State property is, for the most part, military property such as barracks, but also certain government buildings, and summer residences of senior officials under the former system.

As important as what state property is, is what it is not.

Many politicians have wrongly assumed that “state property” is the same as “public property”.  It is not.  The Council of Ministers clearly defined the scope of state property in 2004. In this way, it does not extend to include property owned by companies disposed of through privatisation legislation, construction land allocated by the municipalities, and the like.
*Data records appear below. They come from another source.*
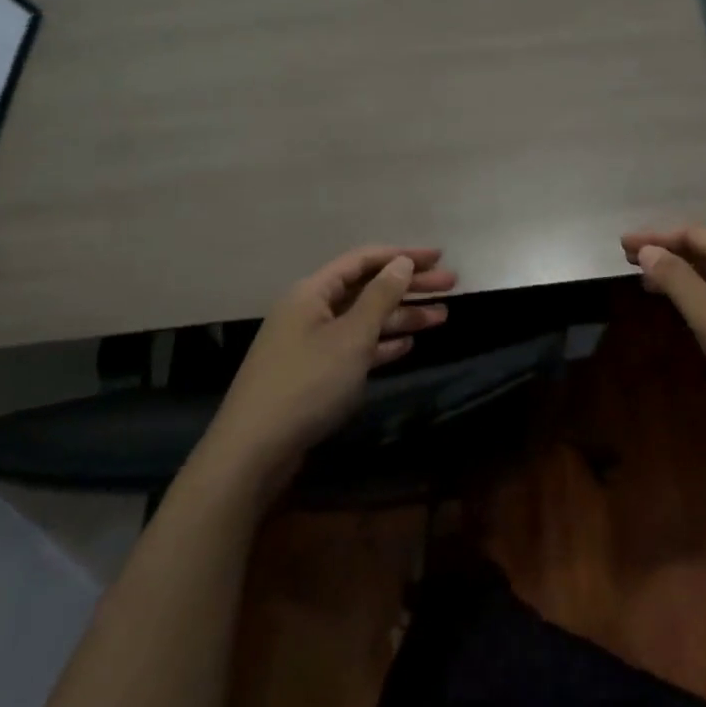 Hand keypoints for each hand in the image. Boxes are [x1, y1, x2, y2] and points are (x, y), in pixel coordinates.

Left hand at [202, 246, 455, 486]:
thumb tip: (401, 263)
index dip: (402, 255)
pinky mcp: (313, 373)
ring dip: (401, 317)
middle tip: (451, 284)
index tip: (438, 257)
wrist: (253, 451)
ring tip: (442, 317)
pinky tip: (407, 345)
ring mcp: (310, 343)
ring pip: (364, 320)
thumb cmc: (306, 384)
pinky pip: (354, 347)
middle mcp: (310, 310)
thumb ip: (380, 297)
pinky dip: (381, 344)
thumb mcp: (351, 337)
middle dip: (409, 286)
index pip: (363, 260)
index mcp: (312, 292)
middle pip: (367, 288)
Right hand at [621, 226, 705, 419]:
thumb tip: (649, 250)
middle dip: (667, 252)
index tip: (622, 244)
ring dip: (685, 272)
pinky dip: (705, 288)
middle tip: (632, 260)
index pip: (690, 233)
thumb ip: (676, 279)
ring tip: (655, 283)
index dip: (655, 237)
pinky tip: (697, 307) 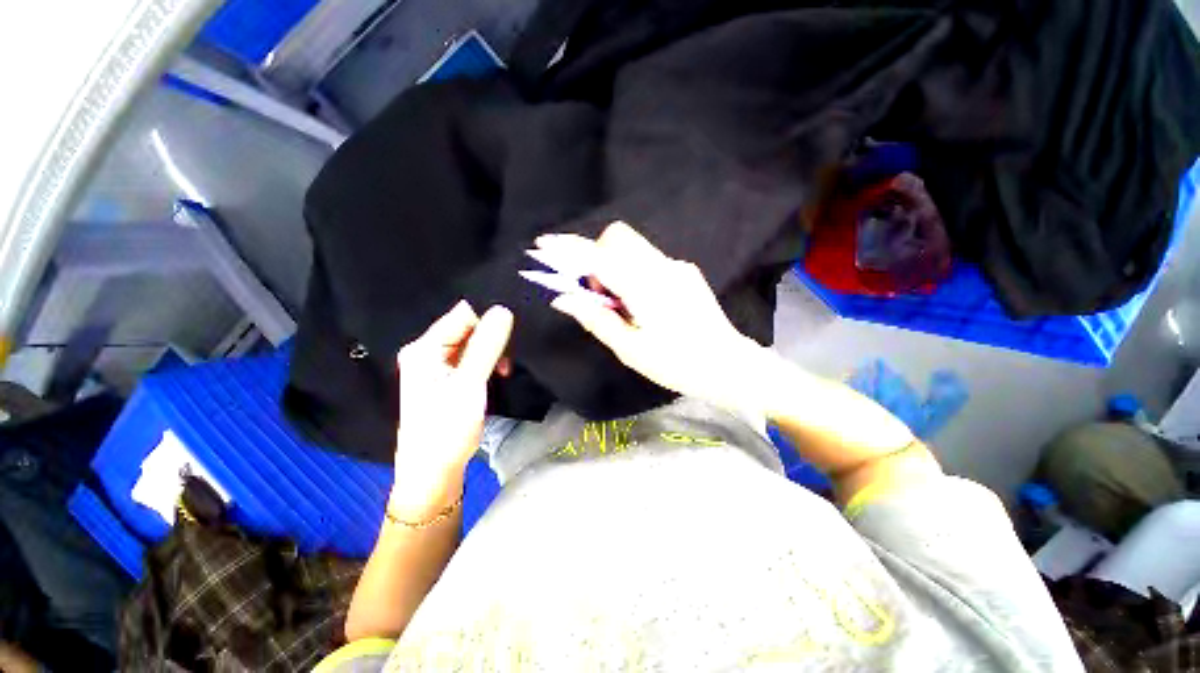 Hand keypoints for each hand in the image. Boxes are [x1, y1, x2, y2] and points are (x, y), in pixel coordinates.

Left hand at [391, 301, 512, 518]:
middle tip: (511, 352)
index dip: (488, 317)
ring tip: (505, 367)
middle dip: (492, 336)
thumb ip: (486, 346)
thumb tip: (503, 309)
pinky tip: (500, 372)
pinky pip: (473, 357)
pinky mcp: (450, 377)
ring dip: (493, 350)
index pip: (462, 315)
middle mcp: (428, 351)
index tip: (512, 329)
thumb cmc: (446, 428)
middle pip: (468, 327)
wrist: (434, 471)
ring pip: (474, 343)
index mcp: (425, 348)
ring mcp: (439, 365)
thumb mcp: (469, 384)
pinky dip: (489, 361)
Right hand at [544, 221, 772, 411]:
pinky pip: (648, 259)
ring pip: (633, 247)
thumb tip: (564, 298)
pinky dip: (633, 271)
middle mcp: (662, 266)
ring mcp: (677, 266)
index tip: (544, 246)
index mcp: (645, 287)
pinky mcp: (686, 272)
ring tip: (620, 301)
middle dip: (596, 255)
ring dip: (614, 264)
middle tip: (597, 291)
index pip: (599, 256)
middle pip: (618, 237)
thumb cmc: (676, 364)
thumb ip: (596, 319)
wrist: (728, 365)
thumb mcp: (630, 349)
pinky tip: (642, 301)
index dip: (568, 248)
The process for apportioning state property in accordance with requirements for permitting the transition from OHR to EUSR is not about determining how rivers, forests, parks and other property held for the “public good” are resolved.  To the degree that ownership of these other properties and resources are subject to dispute, that will have to be resolved as appropriate by the judicial and legislatives authorities of this country, not by the OHR.

In 2004, the SFRY Succession Treaty entered into force and laid out how the movable and immovable assets of the former SFRY would be distributed among the former republics.  Only after that did it really become practically possible to resolve these matters within BiH itself.

Despite efforts in 2004 by the Council of Ministers to begin dealing with these issues, entity governments nevertheless continued to sell and dispose of state property. For this reason, in March 2005 the High Representative prohibited the entities and the state from disposing of any such properties until the State Property Commission could resolve the matter.

Political disputes over the past four-and-a-half years have prevented the Commission from completing its work, and so the ban on disposals remain in place.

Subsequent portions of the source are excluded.